• **Task input**:
○ ○ ○

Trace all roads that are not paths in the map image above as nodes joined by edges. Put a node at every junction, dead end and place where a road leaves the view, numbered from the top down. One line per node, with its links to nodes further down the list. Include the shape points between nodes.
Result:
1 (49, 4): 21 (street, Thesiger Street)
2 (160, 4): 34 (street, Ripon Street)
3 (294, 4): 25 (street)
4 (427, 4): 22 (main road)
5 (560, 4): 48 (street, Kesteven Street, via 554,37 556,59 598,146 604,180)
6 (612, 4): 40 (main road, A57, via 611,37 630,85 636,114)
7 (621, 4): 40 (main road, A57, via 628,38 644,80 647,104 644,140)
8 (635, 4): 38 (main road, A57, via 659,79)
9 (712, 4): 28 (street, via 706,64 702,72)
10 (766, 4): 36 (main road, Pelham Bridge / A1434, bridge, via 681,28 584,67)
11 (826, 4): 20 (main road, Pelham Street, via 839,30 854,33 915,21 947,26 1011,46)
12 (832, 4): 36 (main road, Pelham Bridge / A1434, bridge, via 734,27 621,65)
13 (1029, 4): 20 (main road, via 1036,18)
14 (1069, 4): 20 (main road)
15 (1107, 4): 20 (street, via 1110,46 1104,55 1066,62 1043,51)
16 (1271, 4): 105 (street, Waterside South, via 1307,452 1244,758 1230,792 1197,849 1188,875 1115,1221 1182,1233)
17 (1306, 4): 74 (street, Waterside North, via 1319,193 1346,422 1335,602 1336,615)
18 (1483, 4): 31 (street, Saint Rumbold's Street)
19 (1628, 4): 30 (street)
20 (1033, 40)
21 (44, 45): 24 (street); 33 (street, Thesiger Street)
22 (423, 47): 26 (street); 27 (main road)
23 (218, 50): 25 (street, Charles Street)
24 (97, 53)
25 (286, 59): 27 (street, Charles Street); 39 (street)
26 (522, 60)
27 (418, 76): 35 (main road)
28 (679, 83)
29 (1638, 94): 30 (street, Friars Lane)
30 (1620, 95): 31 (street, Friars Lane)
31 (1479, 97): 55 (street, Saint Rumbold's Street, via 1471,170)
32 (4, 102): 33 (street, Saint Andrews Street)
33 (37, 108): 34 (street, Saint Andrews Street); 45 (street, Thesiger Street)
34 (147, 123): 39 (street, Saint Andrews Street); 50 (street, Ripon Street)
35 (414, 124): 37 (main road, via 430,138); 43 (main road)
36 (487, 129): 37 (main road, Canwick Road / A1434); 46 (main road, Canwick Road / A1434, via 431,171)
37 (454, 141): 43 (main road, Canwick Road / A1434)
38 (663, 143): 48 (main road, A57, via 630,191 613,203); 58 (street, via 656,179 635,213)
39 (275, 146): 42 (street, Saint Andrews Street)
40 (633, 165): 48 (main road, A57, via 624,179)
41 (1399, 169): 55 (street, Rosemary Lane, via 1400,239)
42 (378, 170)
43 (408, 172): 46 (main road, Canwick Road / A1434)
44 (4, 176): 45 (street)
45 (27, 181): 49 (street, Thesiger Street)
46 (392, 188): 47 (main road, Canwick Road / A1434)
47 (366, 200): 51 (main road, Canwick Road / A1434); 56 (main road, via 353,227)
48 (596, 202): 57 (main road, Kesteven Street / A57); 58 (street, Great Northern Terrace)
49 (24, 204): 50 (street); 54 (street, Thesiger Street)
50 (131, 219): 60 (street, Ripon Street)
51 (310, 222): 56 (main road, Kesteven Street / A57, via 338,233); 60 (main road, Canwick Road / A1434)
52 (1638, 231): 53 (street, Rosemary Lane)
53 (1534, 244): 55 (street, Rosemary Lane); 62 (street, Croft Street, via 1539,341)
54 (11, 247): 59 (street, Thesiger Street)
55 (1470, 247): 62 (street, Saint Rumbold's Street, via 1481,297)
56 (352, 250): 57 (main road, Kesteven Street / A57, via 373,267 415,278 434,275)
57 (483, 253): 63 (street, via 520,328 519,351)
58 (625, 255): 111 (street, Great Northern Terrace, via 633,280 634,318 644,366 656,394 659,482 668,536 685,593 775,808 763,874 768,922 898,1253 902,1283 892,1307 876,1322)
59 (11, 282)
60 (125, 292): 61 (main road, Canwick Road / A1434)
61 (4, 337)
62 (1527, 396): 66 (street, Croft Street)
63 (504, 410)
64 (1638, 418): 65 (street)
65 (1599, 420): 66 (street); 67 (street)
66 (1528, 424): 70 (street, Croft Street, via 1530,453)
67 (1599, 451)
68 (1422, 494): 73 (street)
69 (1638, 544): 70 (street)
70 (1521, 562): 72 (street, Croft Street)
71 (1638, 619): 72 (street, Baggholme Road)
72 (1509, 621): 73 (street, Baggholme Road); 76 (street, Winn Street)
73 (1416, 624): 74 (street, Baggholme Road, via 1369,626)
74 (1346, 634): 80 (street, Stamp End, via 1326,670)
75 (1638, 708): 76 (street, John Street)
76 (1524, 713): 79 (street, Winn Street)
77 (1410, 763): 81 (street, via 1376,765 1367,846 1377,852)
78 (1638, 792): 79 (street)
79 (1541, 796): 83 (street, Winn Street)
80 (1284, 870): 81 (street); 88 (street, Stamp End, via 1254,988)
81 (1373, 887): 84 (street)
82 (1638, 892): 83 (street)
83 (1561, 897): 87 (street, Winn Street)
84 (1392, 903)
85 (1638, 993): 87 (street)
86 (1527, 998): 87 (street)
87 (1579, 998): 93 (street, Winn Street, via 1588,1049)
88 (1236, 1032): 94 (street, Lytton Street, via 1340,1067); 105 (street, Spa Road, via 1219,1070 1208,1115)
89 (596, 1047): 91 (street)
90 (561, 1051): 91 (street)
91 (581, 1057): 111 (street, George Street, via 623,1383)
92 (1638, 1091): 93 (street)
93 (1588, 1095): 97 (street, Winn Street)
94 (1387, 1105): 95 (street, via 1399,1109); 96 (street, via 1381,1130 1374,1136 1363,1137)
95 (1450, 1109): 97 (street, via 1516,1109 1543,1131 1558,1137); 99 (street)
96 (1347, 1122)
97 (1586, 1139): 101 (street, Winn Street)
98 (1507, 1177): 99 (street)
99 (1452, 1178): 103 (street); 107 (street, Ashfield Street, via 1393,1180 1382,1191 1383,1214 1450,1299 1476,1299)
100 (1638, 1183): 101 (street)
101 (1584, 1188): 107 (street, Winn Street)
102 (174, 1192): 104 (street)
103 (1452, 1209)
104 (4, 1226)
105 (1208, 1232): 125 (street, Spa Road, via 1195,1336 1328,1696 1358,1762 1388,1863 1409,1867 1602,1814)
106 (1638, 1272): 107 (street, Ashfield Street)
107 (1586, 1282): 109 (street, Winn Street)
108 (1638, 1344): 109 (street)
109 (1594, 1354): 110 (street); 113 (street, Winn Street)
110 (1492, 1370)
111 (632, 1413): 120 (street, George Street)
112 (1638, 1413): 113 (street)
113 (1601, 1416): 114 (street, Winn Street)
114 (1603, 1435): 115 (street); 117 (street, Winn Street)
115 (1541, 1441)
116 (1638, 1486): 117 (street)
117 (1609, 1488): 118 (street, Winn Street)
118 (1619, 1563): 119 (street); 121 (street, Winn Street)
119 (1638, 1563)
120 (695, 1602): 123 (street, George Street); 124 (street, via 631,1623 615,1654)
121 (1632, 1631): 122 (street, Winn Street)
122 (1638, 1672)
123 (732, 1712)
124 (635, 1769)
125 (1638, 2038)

○ ○ ○

• **Task instructions**: Report only how many lines in the listing contain the string "Waterside".

• **Finished exercise**: 2